# Using Only 2 Lamps in a T8 4-Lamp Fixture



## papaotis (Jun 8, 2013)

on an energy efficient fixture, why would you want to only run two lamps?:001_huh:


----------



## Deep Cover (Dec 8, 2012)

You would have to check on the ballast. Some are universal and can be configured for multiple different lamp numbers.

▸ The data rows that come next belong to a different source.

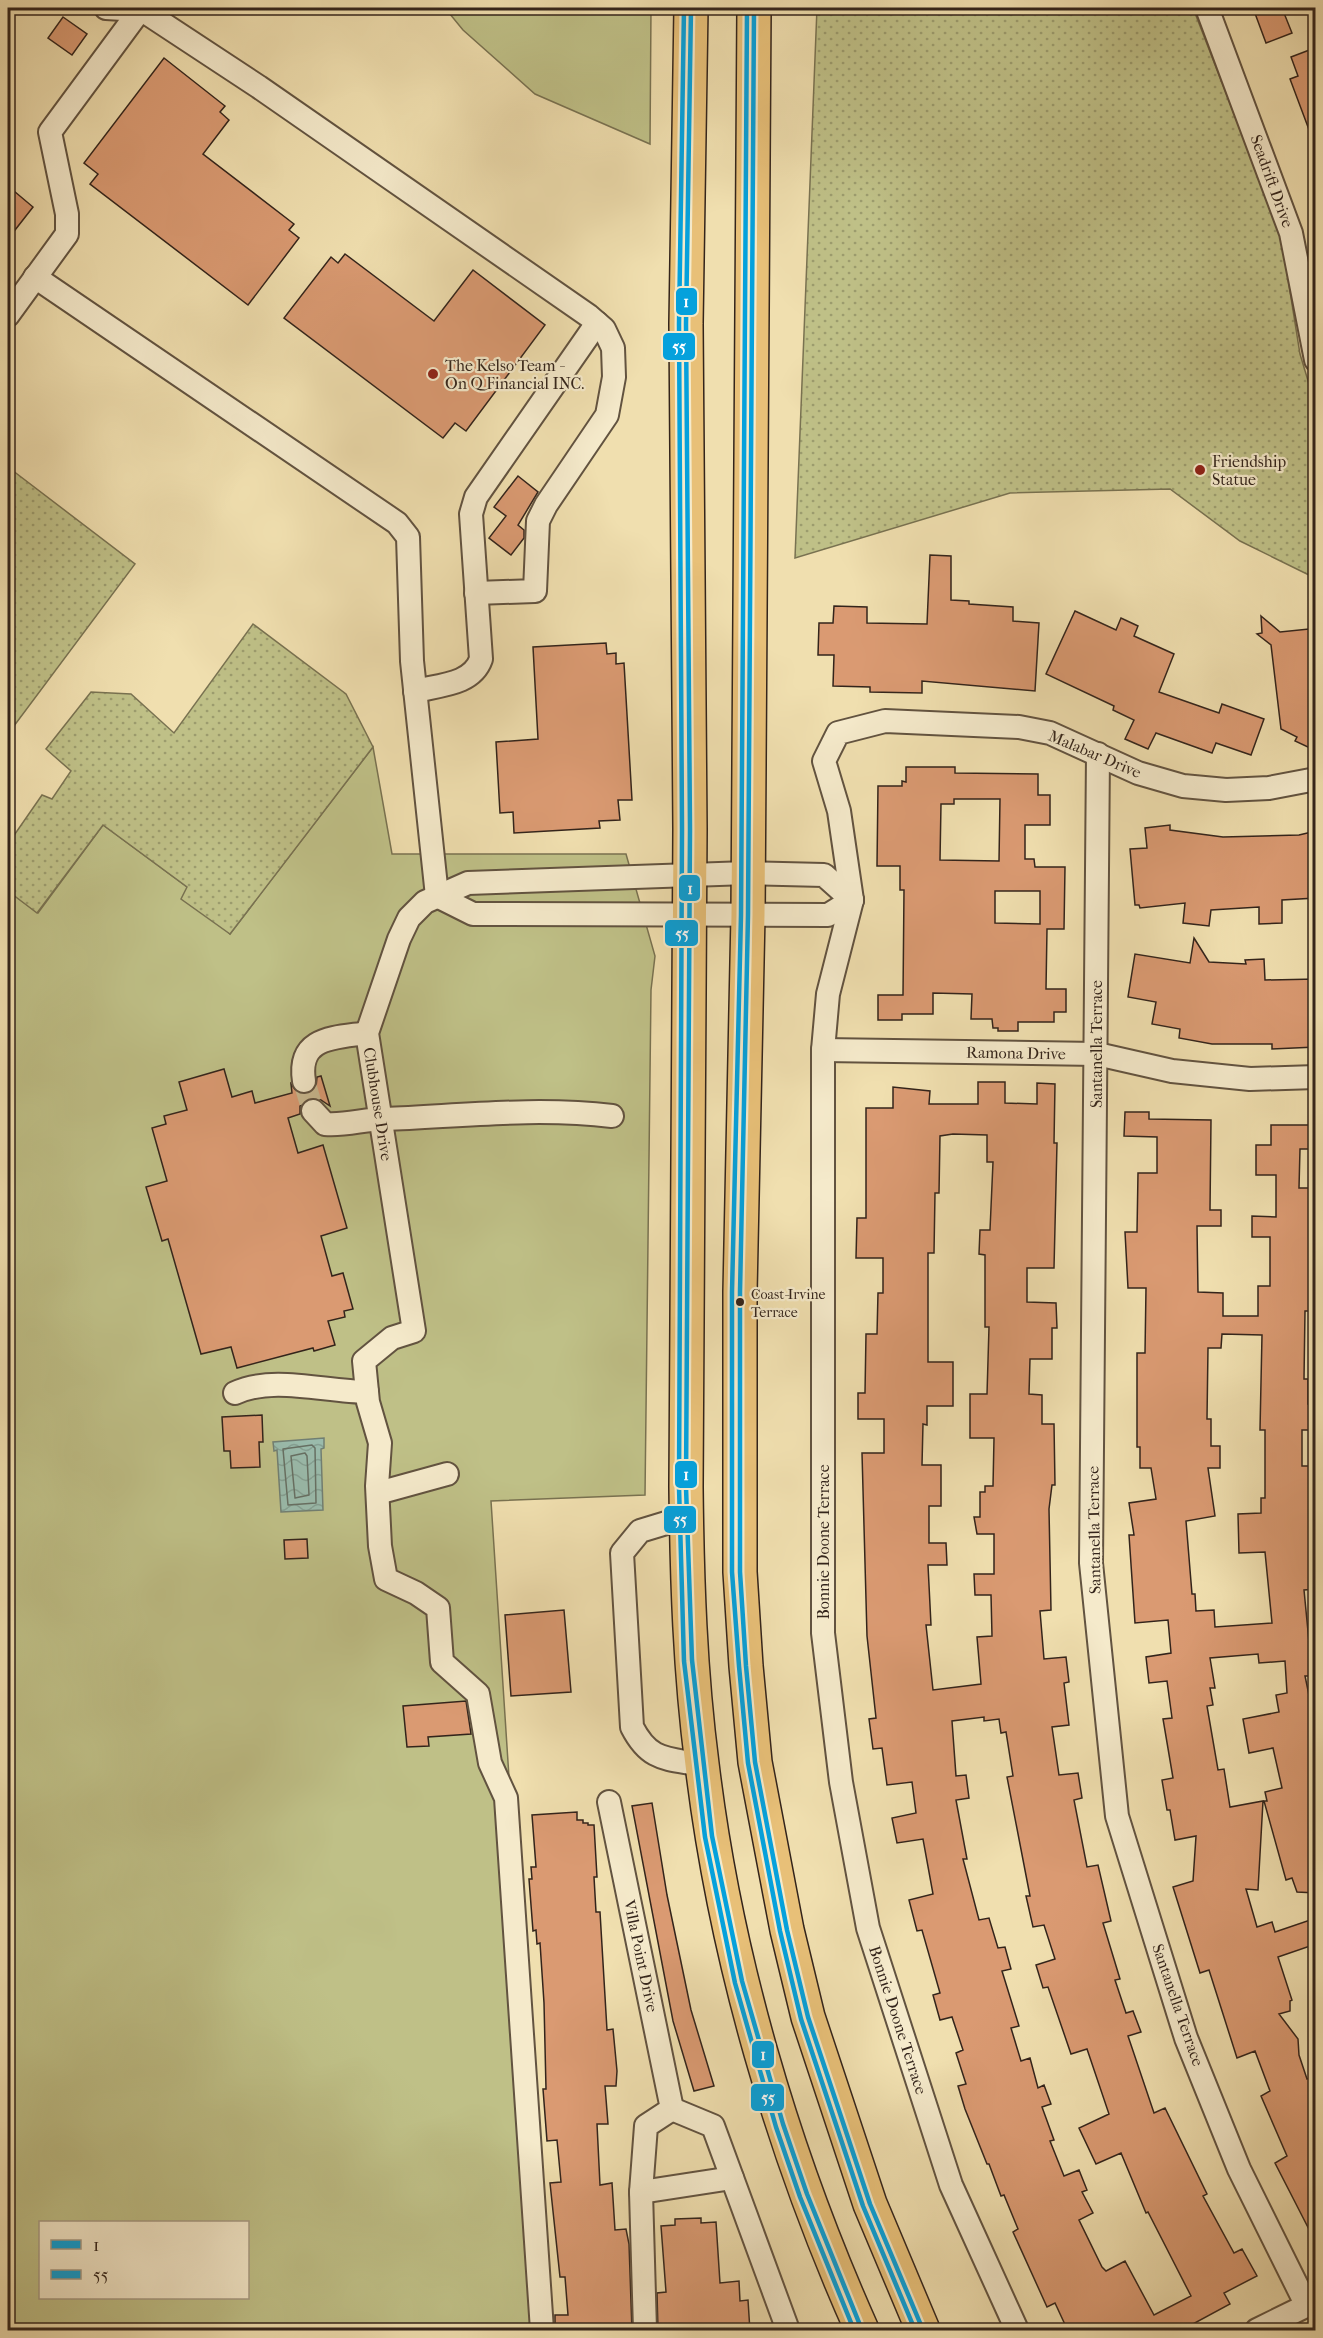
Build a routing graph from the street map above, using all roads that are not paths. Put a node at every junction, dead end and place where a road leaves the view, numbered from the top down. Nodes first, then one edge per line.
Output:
1 (106, 8) edge
2 (691, 8) edge
3 (754, 8) edge
4 (1207, 8) edge
5 (140, 9) edge
6 (35, 277) junction
7 (8, 315) edge
8 (597, 323) junction
9 (1314, 349) edge
10 (476, 593) junction
11 (415, 691) junction
12 (838, 733) joint
13 (1098, 754) junction
14 (1316, 779) edge
15 (747, 873) junction
16 (690, 875) junction
17 (437, 896) junction
18 (852, 900) junction
19 (690, 915) junction
20 (748, 915) junction
21 (367, 1033) junction
22 (823, 1050) junction
23 (1097, 1054) junction
24 (1316, 1077) edge
25 (304, 1081) tunnel mouth
26 (313, 1111) tunnel mouth
27 (612, 1116) dead end
28 (382, 1119) junction
29 (367, 1392) junction
30 (235, 1394) dead end
31 (447, 1474) dead end
32 (378, 1493) junction
33 (686, 1517) junction
34 (702, 1765) junction
35 (609, 1802) dead end
36 (672, 2109) junction
37 (732, 2178) junction
38 (641, 2192) junction
39 (1311, 2303) edge
40 (542, 2331) edge
41 (645, 2331) edge
42 (788, 2331) edge
43 (862, 2331) edge
44 (923, 2331) edge
45 (1017, 2331) edge
46 (1257, 2331) edge

1 - 5 street
2 - 16 highway
3 - 15 highway
4 - 9 street, Seadrift Drive
5 - 6 street
5 - 8 street
6 - 7 street
6 - 11 street
8 - 10 street
8 - 10 street
10 - 11 street
11 - 17 street
12 - 13 street, Malabar Drive
12 - 18 street, Bonnie Doone Terrace
13 - 14 street, Malabar Drive
13 - 23 street, Santanella Terrace
15 - 16 street, Clubhouse Drive
15 - 18 street, Clubhouse Drive
15 - 20 highway
16 - 17 street, Clubhouse Drive
16 - 19 highway
17 - 19 street
17 - 21 street, Clubhouse Drive
18 - 20 street
18 - 22 street, Bonnie Doone Terrace
19 - 20 street
19 - 33 highway
20 - 44 highway
21 - 25 street
21 - 28 street, Clubhouse Drive
22 - 23 street, Ramona Drive
22 - 45 street, Bonnie Doone Terrace
23 - 24 street, Ramona Drive
23 - 39 street, Santanella Terrace
26 - 28 street
27 - 28 street
28 - 29 street, Clubhouse Drive
29 - 30 street
29 - 32 street
31 - 32 street
32 - 40 street
33 - 34 highway
33 - 34 street
34 - 43 highway
35 - 36 street, Villa Point Drive
36 - 37 street
36 - 38 street
37 - 38 street
37 - 42 street
38 - 41 street
39 - 46 street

Other than one of those, you can significantly reduce the life of the ballast by not following the wiring diagram.


----------



## HARRY304E (Sep 15, 2010)

Little-Lectric said:


> If you have a T8 4-lamp ballast and you want to only run 2 lamps, do you need to leave off either the red or blue wires, or use 1 of each, depending on which 2 lamps you want?
> 
> Or does it harm either the ballast or lamps if you just leave the wiring and take out 2 of the lamps?


If the ballast is not rapid start ,but trigger start instead you can just take out two lamps and they will run brighter thus burn out faster,,the ballast may fail early too.


----------



## A Little Short (Nov 11, 2010)

I don't have the ballast here at the moment, but I recall they are labeled as "for up to 4 lamps", but I don't remember seeing but one diagram showing the 4-lamp wiring.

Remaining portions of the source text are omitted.